I had always been clear, and I think it was generally accepted even before this revision to paragraph 105 was made in 2015, that the works permitted under Class Q(b) are restricted to what is reasonably necessary for the building to function as a dwellinghouse, and any partial demolition must also be limited to the extent reasonably necessary to carry out the building operations that are permitted by this class. This imposes a practical constraint on the convertibility of some buildings, especially if they are of rather insubstantial construction. Works that amount to substantial demolition and reconstruction or replacement of the existing fabric would go beyond what is permitted. (See paragraph 9.7 in Chapter 9 of my first book, A Practical Guide to Permitted Changes of Use - page106 in the Second Edition.)
Unfortunately, quite a few LPAs seized on the revised guidance in March 2015 as an opportunity to refuse prior approval for various residential conversions of agricultural buildings which, in my view, did not involve such extensive work as to take the development outside the scope of Class Q(b), even taking into account that revised guidance.
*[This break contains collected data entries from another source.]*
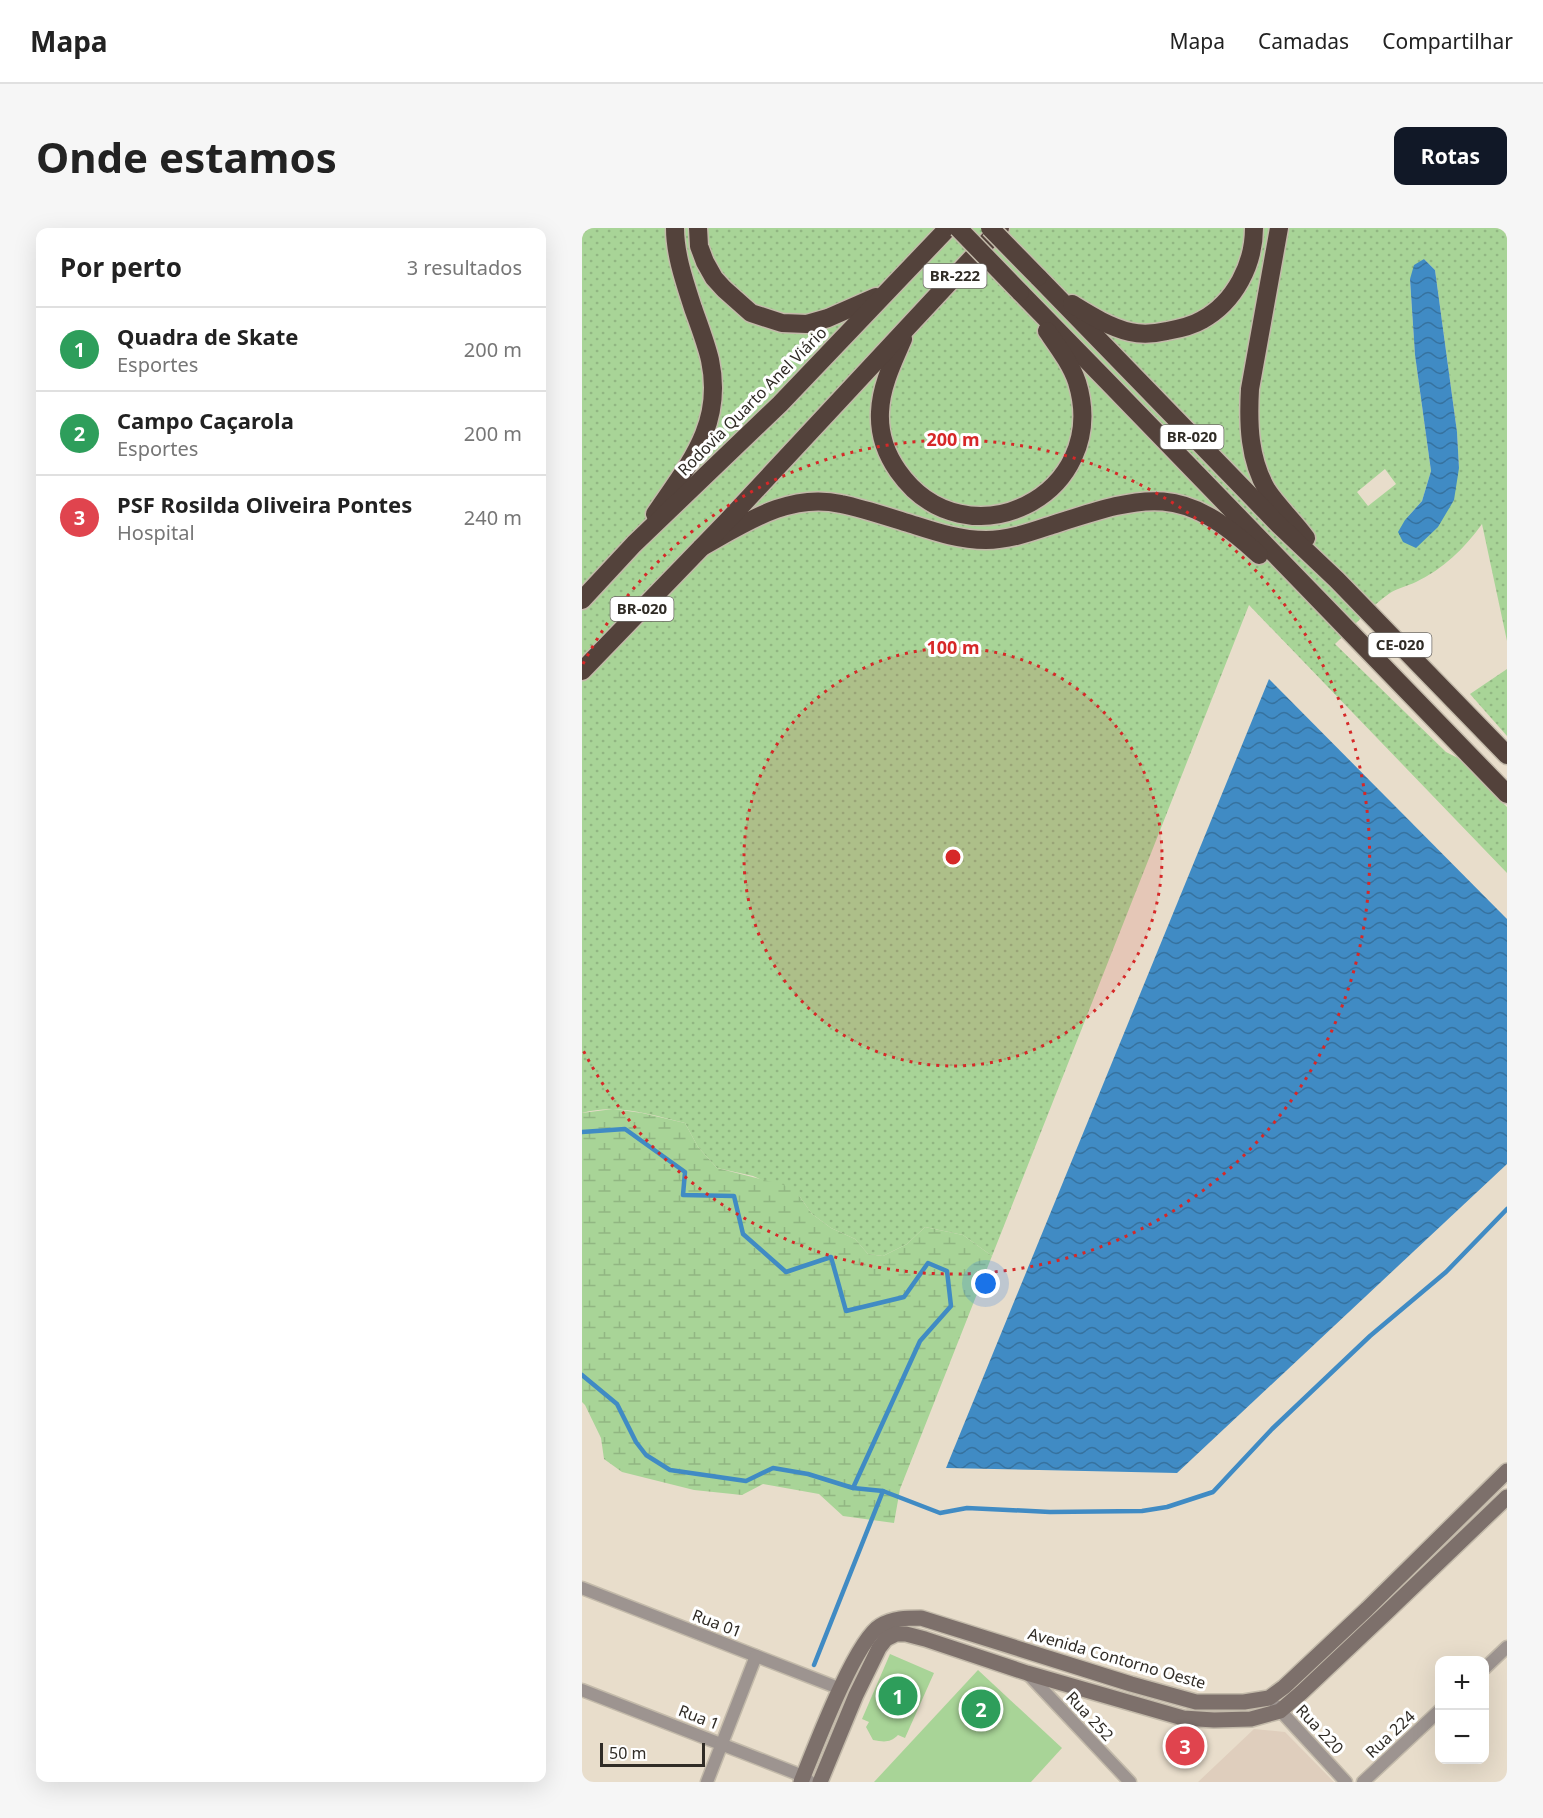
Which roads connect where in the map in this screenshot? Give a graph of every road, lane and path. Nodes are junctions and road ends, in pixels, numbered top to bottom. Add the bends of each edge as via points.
1 (675, 228) edge
2 (698, 228) edge
3 (948, 228) edge
4 (958, 228) edge
5 (990, 228) edge
6 (1000, 228) edge
7 (1254, 228) edge
8 (1279, 228) edge
9 (889, 290) junction
10 (1051, 291) junction
11 (1023, 296) junction
12 (909, 325) junction
13 (634, 544) junction
14 (702, 547) junction
15 (1299, 580) junction
16 (1337, 580) junction
17 (582, 600) edge
18 (582, 671) edge
19 (1507, 755) edge
20 (1507, 794) edge
21 (1507, 1471) edge
22 (1507, 1497) edge
23 (582, 1588) edge
24 (882, 1633) junction
25 (1507, 1647) edge
26 (756, 1656) junction
27 (1489, 1664) edge
28 (1027, 1673) junction
29 (841, 1689) junction
30 (582, 1690) edge
31 (1269, 1698) junction
32 (1280, 1710) junction
33 (1435, 1715) edge
34 (722, 1744) junction
35 (805, 1780) edge
36 (707, 1782) edge
37 (820, 1782) edge
38 (1130, 1782) edge
39 (1346, 1782) edge
40 (1364, 1782) edge

1 - 13 highway via 684,281 710,360 712,408 705,436
2 - 9 highway via 699,246 714,278 751,313 782,323 807,324
3 - 9 highway, Rodovia Quarto Anel Viário / BR-020
4 - 11 highway, BR-020, bridge
5 - 10 highway, BR-020, bridge
6 - 12 highway, BR-222
7 - 10 highway via 1251,260 1230,295 1202,320 1176,330 1152,335 1130,332 1105,323
8 - 16 highway via 1250,389 1251,445 1268,491
9 - 13 highway, Rodovia Quarto Anel Viário / BR-020 via 780,404
10 - 16 highway, BR-020
11 - 12 highway via 1077,382 1082,428 1076,456 1057,483 1027,505 991,516 949,512 924,499 891,461 881,435 882,394
11 - 15 highway, BR-020
12 - 14 highway, BR-020
13 - 17 highway, Rodovia Quarto Anel Viário / BR-020
14 - 15 highway via 772,509 816,501 839,503 957,538 993,540 1018,536 1114,505 1153,500 1178,502 1198,510 1237,534 1287,576
14 - 18 highway, BR-020
15 - 20 highway, CE-020
16 - 19 highway, CE-020
21 - 31 street via 1367,1610
22 - 32 street
23 - 26 street, Rua 01
24 - 28 street via 906,1634
24 - 29 street via 862,1645
24 - 31 street, Avenida Contorno Oeste via 891,1621 921,1618 1196,1702
24 - 37 street
25 - 27 street
26 - 29 street, Rua 01
26 - 34 street
28 - 32 street via 1183,1718 1251,1719
28 - 38 street, Rua 252
29 - 35 street
30 - 34 street, Rua 1
31 - 32 street, Rua 220
32 - 39 street, Rua 220
33 - 40 street, Rua 224
34 - 35 street, Rua 1
34 - 36 street

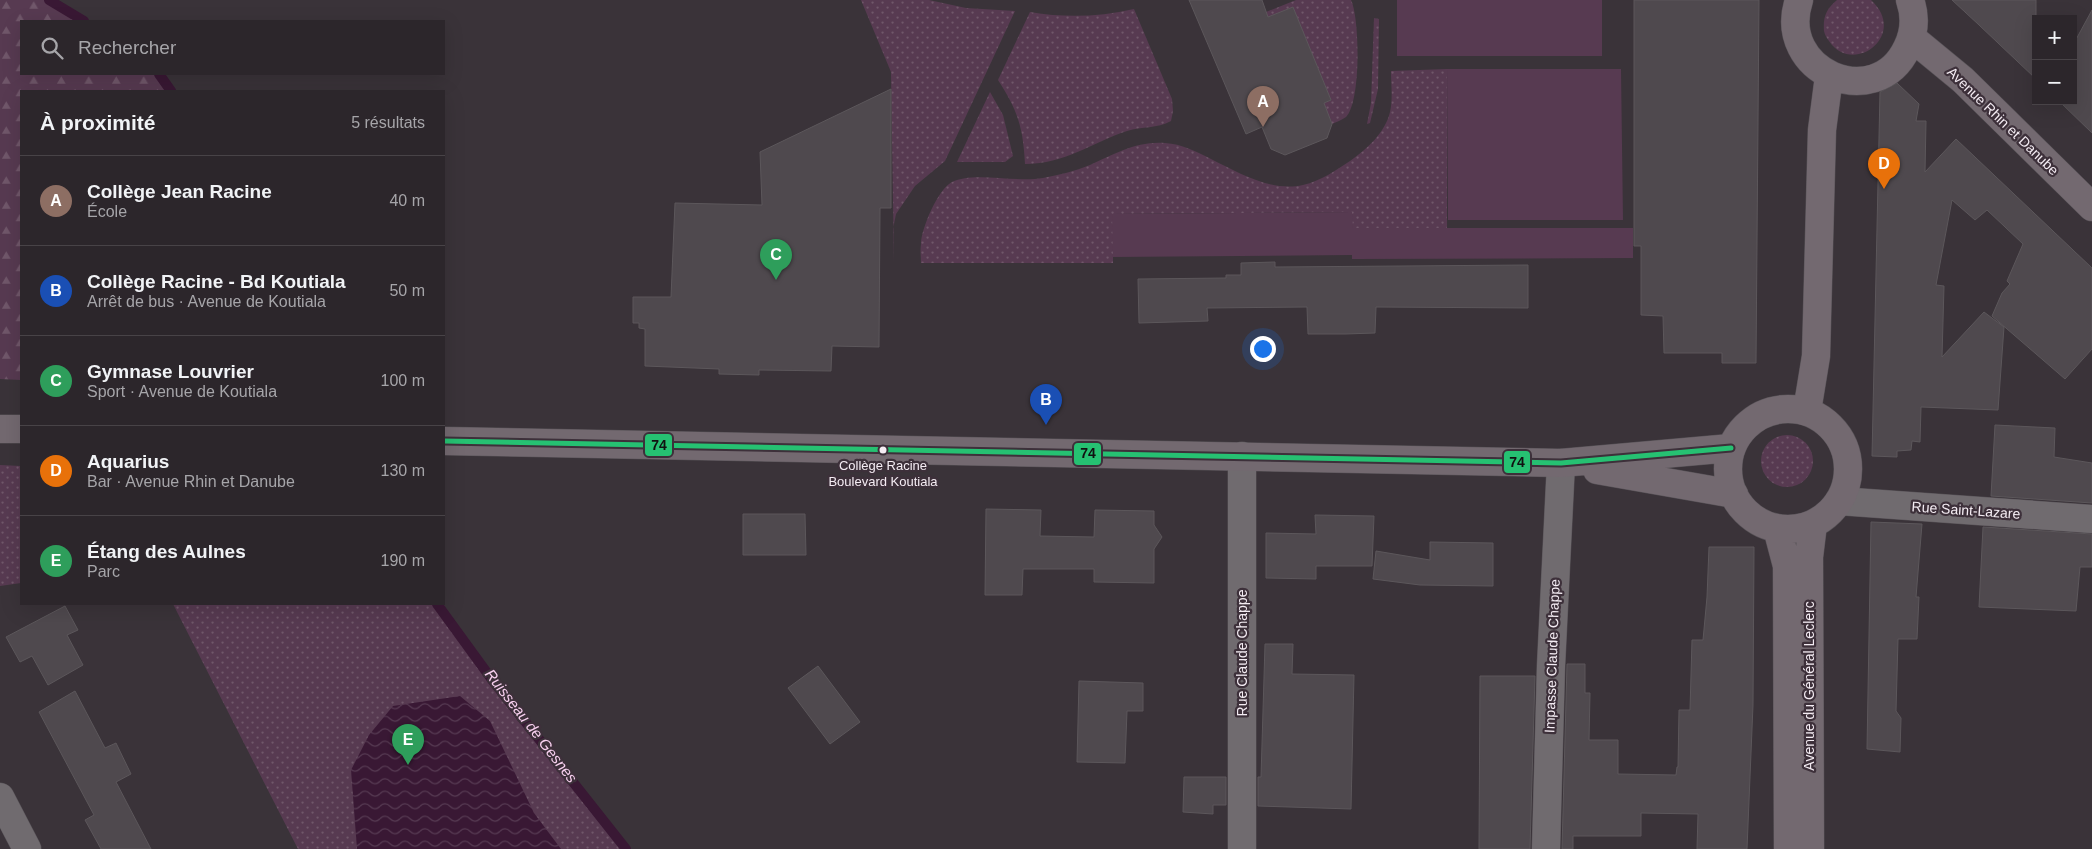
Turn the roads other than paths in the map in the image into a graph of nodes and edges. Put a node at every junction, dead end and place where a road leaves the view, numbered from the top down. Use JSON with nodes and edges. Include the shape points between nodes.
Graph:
{"nodes":[{"id":1,"x":1799,"y":0,"type":"edge"},
{"id":2,"x":1910,"y":0,"type":"edge"},
{"id":3,"x":1912,"y":38,"type":"junction"},
{"id":4,"x":1829,"y":76,"type":"junction"},
{"id":5,"x":2092,"y":207,"type":"edge"},
{"id":6,"x":1807,"y":411,"type":"junction"},
{"id":7,"x":0,"y":429,"type":"edge"},
{"id":8,"x":20,"y":429,"type":"edge"},
{"id":9,"x":445,"y":441,"type":"edge"},
{"id":10,"x":1731,"y":448,"type":"junction"},
{"id":11,"x":1242,"y":456,"type":"junction"},
{"id":12,"x":1561,"y":464,"type":"junction"},
{"id":13,"x":1734,"y":494,"type":"junction"},
{"id":14,"x":1840,"y":501,"type":"junction"},
{"id":15,"x":2092,"y":519,"type":"edge"},
{"id":16,"x":1813,"y":524,"type":"junction"},
{"id":17,"x":1777,"y":528,"type":"junction"},
{"id":18,"x":0,"y":797,"type":"edge"},
{"id":19,"x":27,"y":849,"type":"edge"},
{"id":20,"x":1242,"y":849,"type":"edge"},
{"id":21,"x":1546,"y":849,"type":"edge"},
{"id":22,"x":1788,"y":849,"type":"edge"},
{"id":23,"x":1810,"y":849,"type":"edge"}],
"edges":[{"from":1,"to":4,"type":"main road","via":[[1795,12],[1796,32],[1802,50],[1813,65]]},
{"from":2,"to":3,"type":"main road","via":[[1915,24]]},
{"from":3,"to":4,"type":"main road","via":[[1903,57],[1889,71],[1870,80],[1849,81]]},
{"from":3,"to":5,"type":"main road","name":"Avenue Rhin et Danube","via":[[1963,80]]},
{"from":4,"to":6,"type":"main road","via":[[1822,130],[1816,356]]},
{"from":6,"to":10,"type":"main road","via":[[1784,409],[1762,414],[1738,435]]},
{"from":6,"to":14,"type":"main road","via":[[1836,432],[1845,448],[1849,466],[1847,484]]},
{"from":7,"to":8,"type":"main road"},
{"from":9,"to":11,"type":"main road"},
{"from":10,"to":12,"type":"main road"},
{"from":10,"to":13,"type":"main road","via":[[1729,480]]},
{"from":11,"to":12,"type":"main road"},
{"from":11,"to":20,"type":"street","name":"Rue Claude Chappe"},
{"from":12,"to":13,"type":"main road"},
{"from":12,"to":21,"type":"street","name":"Impasse Claude Chappe","via":[[1550,666]]},
{"from":13,"to":17,"type":"main road","via":[[1744,510],[1759,522]]},
{"from":14,"to":15,"type":"street","name":"Rue Saint-Lazare"},
{"from":14,"to":16,"type":"main road"},
{"from":16,"to":17,"type":"main road"},
{"from":16,"to":23,"type":"main road","name":"Avenue du Général Leclerc","via":[[1809,557]]},
{"from":17,"to":22,"type":"main road","name":"Avenue du Général Leclerc","via":[[1786,566]]},
{"from":18,"to":19,"type":"street"}]}
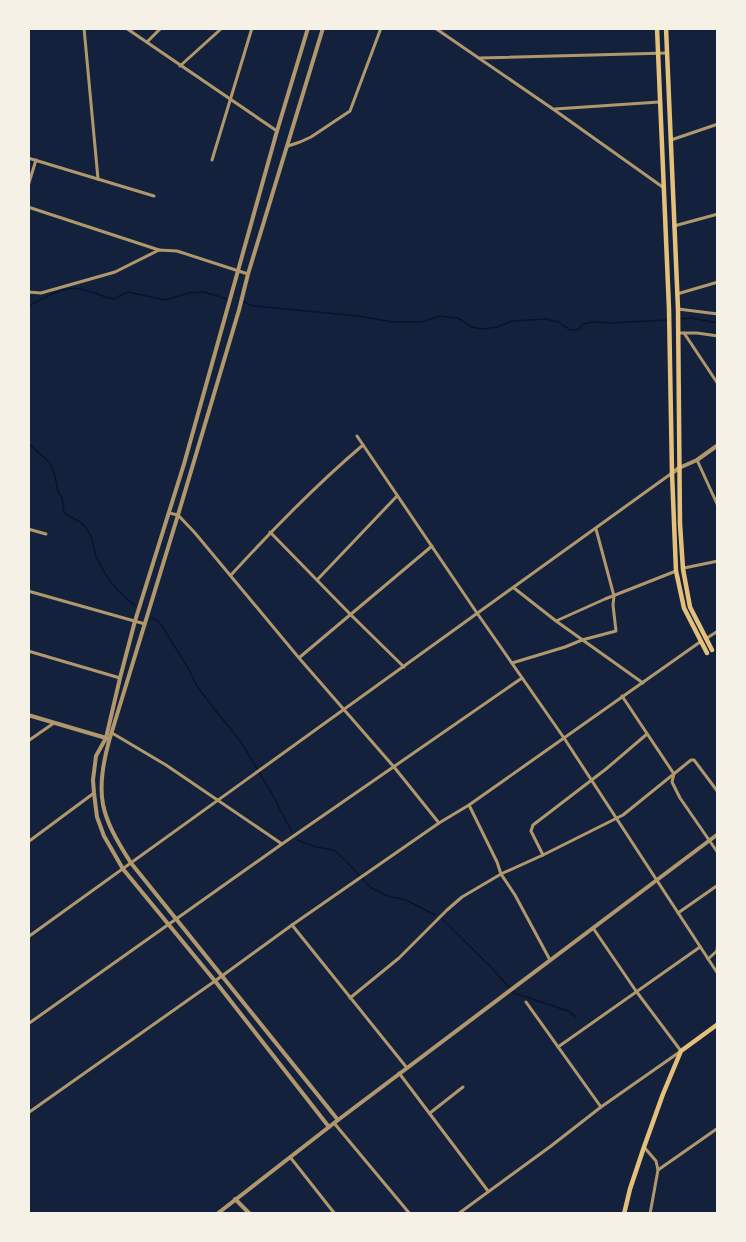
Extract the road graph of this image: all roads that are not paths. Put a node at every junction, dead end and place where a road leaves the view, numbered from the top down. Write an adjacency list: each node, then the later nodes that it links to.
1 (84, 28): 27 (street)
2 (126, 28): 12 (street)
3 (161, 28): 12 (street)
4 (222, 28): 16 (street)
5 (252, 28): 17 (street)
6 (308, 28): 21 (street)
7 (323, 28): 23 (street)
8 (381, 28): 23 (street)
9 (435, 28): 15 (street)
10 (657, 28): 13 (main road)
11 (666, 28): 14 (main road)
12 (147, 42): 16 (street)
13 (658, 53): 14 (street); 15 (street); 18 (main road)
14 (667, 53): 22 (main road)
15 (478, 58): 19 (street)
16 (180, 66): 17 (street)
17 (230, 99): 21 (street); 26 (street)
18 (660, 102): 19 (street); 29 (main road)
19 (553, 109): 29 (street)
20 (717, 124): 22 (street)
21 (277, 131): 35 (street)
22 (670, 141): 33 (main road)
23 (288, 146): 36 (street)
24 (28, 158): 25 (street)
25 (36, 160): 27 (street); 28 (street)
26 (212, 160)
27 (98, 179): 30 (street)
28 (28, 186)
29 (664, 188): 51 (main road)
30 (154, 196)
31 (28, 207): 34 (street)
32 (717, 214): 33 (street)
33 (674, 226): 39 (main road)
34 (159, 250): 35 (street); 38 (street)
35 (238, 271): 36 (street); 56 (street)
36 (248, 274): 57 (street)
37 (717, 282): 39 (street)
38 (28, 292)
39 (677, 294): 40 (main road)
40 (678, 309): 41 (street); 42 (main road)
41 (717, 314)
42 (678, 332): 43 (street); 50 (main road)
43 (684, 333): 44 (street); 45 (street)
44 (717, 336)
45 (717, 384)
46 (357, 436): 47 (street)
47 (363, 445): 54 (street); 60 (street)
48 (717, 445): 49 (street)
49 (697, 460): 50 (street); 53 (street)
50 (679, 468): 51 (street); 64 (main road)
51 (672, 473): 58 (street); 65 (main road)
52 (717, 493): 53 (street)
53 (712, 495): 55 (street)
54 (397, 496): 62 (street); 67 (street)
55 (717, 506)
56 (169, 513): 57 (street); 73 (street)
57 (178, 515): 66 (street); 75 (street)
58 (596, 528): 68 (street); 70 (street)
59 (28, 529): 61 (street)
60 (270, 532): 66 (street); 67 (street)
61 (46, 534)
62 (432, 546): 71 (street); 72 (street)
63 (717, 561): 64 (street)
64 (683, 568): 77 (main road)
65 (676, 571): 70 (street); 79 (main road)
66 (231, 574): 83 (street)
67 (317, 579): 72 (street)
68 (513, 587): 71 (street); 74 (street)
69 (28, 591): 73 (street)
70 (614, 596): 74 (street); 78 (street)
71 (477, 614): 84 (street); 85 (street)
72 (351, 615): 83 (street); 85 (street)
73 (135, 621): 75 (street); 86 (street)
74 (556, 621): 78 (street)
75 (145, 624): 93 (street)
76 (717, 631): 77 (street)
77 (706, 639): 80 (main road)
78 (582, 640): 84 (street); 88 (street)
79 (700, 642): 82 (main road); 88 (street)
80 (712, 650)
81 (28, 651): 86 (street)
82 (707, 654)
83 (299, 658): 90 (street)
84 (512, 663): 87 (street)
85 (404, 666): 90 (street)
86 (120, 678): 96 (street)
87 (522, 678): 95 (street); 98 (street)
88 (643, 683): 89 (street)
89 (622, 696): 94 (street); 95 (street)
90 (344, 710): 98 (street); 103 (street)
91 (28, 715): 92 (street)
92 (54, 723): 96 (street); 97 (street)
93 (112, 733): 96 (street); 103 (street)
94 (647, 734): 99 (street); 100 (street)
95 (564, 738): 100 (street); 104 (street)
96 (107, 739): 102 (street); 113 (street)
97 (28, 741)
98 (394, 767): 106 (street); 110 (street)
99 (674, 774): 101 (street); 105 (street); 108 (street)
100 (591, 780): 105 (street); 112 (street)
101 (717, 792)
102 (94, 793): 109 (street); 114 (street)
103 (219, 800): 110 (street); 113 (street)
104 (469, 805): 106 (street); 115 (street)
105 (615, 818): 112 (street); 116 (street)
106 (439, 823): 121 (street)
107 (717, 834): 108 (street)
108 (710, 840): 111 (street); 116 (street)
109 (28, 842)
110 (282, 844): 119 (street)
111 (717, 853)
112 (543, 855): 115 (street)
113 (131, 863): 114 (street); 119 (street)
114 (123, 869): 120 (street); 123 (street)
115 (501, 874): 128 (street); 133 (street)
116 (657, 880): 118 (street); 122 (street)
117 (717, 885): 118 (street)
118 (678, 913): 125 (street)
119 (177, 919): 120 (street); 130 (street)
120 (169, 925): 131 (street); 135 (street)
121 (292, 925): 130 (street); 133 (street)
122 (592, 928): 128 (street); 132 (street)
123 (28, 937)
124 (717, 938): 126 (street)
125 (700, 947): 127 (street); 132 (street)
126 (717, 950): 127 (street)
127 (708, 959): 129 (street)
128 (550, 960): 139 (street)
129 (717, 974)
130 (222, 976): 131 (street); 145 (street)
131 (215, 981): 143 (street); 146 (street)
132 (636, 991): 137 (street); 138 (street)
133 (350, 998): 139 (street)
134 (526, 1002): 137 (street)
135 (28, 1024)
136 (717, 1024): 138 (main road)
137 (558, 1047): 142 (street)
138 (681, 1051): 142 (street); 148 (main road)
139 (407, 1068): 140 (street)
140 (399, 1073): 144 (street); 145 (street)
141 (463, 1087): 144 (street)
142 (601, 1107): 151 (street)
143 (28, 1113)
144 (430, 1113): 151 (street)
145 (336, 1121): 146 (street); 156 (street)
146 (329, 1126): 149 (street)
147 (717, 1128): 150 (street)
148 (644, 1147): 150 (street); 158 (main road)
149 (290, 1157): 152 (street); 155 (street)
150 (658, 1170): 159 (street)
151 (488, 1191): 157 (street)
152 (235, 1199): 153 (street); 154 (street)
153 (217, 1214)
154 (250, 1214)
155 (335, 1214)
156 (410, 1214)
157 (458, 1214)
158 (624, 1214)
159 (650, 1214)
Internal works were one particular bone of contention, and I argued strongly that such works should be seen as being entirely removed from the definition of development by virtue of section 55(2)(a) in the 1990 Act, so that they did not in any event form part of the development that was permitted by Class Q(b), and were thus not caught by the restrictive wording of paragraph 105 of the PPG.
The Housing Ministry has now at last conceded this point in the following wording, added to paragraph 105 on 22 February: “Internal works are not generally development. For the building to function as a dwelling it may be appropriate to undertake internal structural works, including to allow for a floor, the insertion of a mezzanine or upper floors within the overall residential floor space permitted, or internal walls.” These are not prohibited by Class Q
In the revised wording of paragraph 105, the Ministry has also referred to the High Court judgment in Hibbitt v SSCLG  EWHC 2853 (Admin) as an example of a discussion of the difference between conversions and rebuilding. However, I have always taken the view that Hibbitt simply confirmed the well understood principle mentioned above. As I put it in a blog post on the convertibility of agricultural buildings on 14 November 2016, it was not even necessary to call in aid the wording of the PPG, as revised in March 2015, in order to interpret the plain words of the GPDO. But I warned that we should be wary of reading more than this into the Hibbitt judgment. What I called “the structural issue” has in effect two limbs. The first is the fundamental point, which was dealt with by Hibbitt (i.e. Does the development consist simply of necessary building operations, or does it comprise substantial demolition and reconstruction of the previous structure?).
The second aspect of this structural issue - the question of how much internal work can be carried out inside the building within the scope of Class Q, which has now been clarified by the latest revision of paragraph 105 last week, was one that I had found it necessary to discuss in great detail, and at great length, in Appendix D to the Second Edition of A Practical Guide to Permitted Changes of Use, but the latest revision of paragraph 105 has now made most of that debate unnecessary.
It is still my view that the judgment in Hibbitt does not tell us anything about this latter issue, being focused as it was (quite rightly in terms of the subject matter of the dispute that was before the court) on the fundamental issue of the ‘convertibility’ of the building, and whether works amounting in effect to substantial reconstruction of the building can be carried out within the scope of Class Q (and of Class Q(b) in particular), as the claimant attempted to argue in that case.
It is very much to be hoped, however, that the latest revision to paragraph 105 of the PPG will finally put a stop to any further arguments about internal structural works carried out to agricultural buildings before or during their residential conversion under Class Q.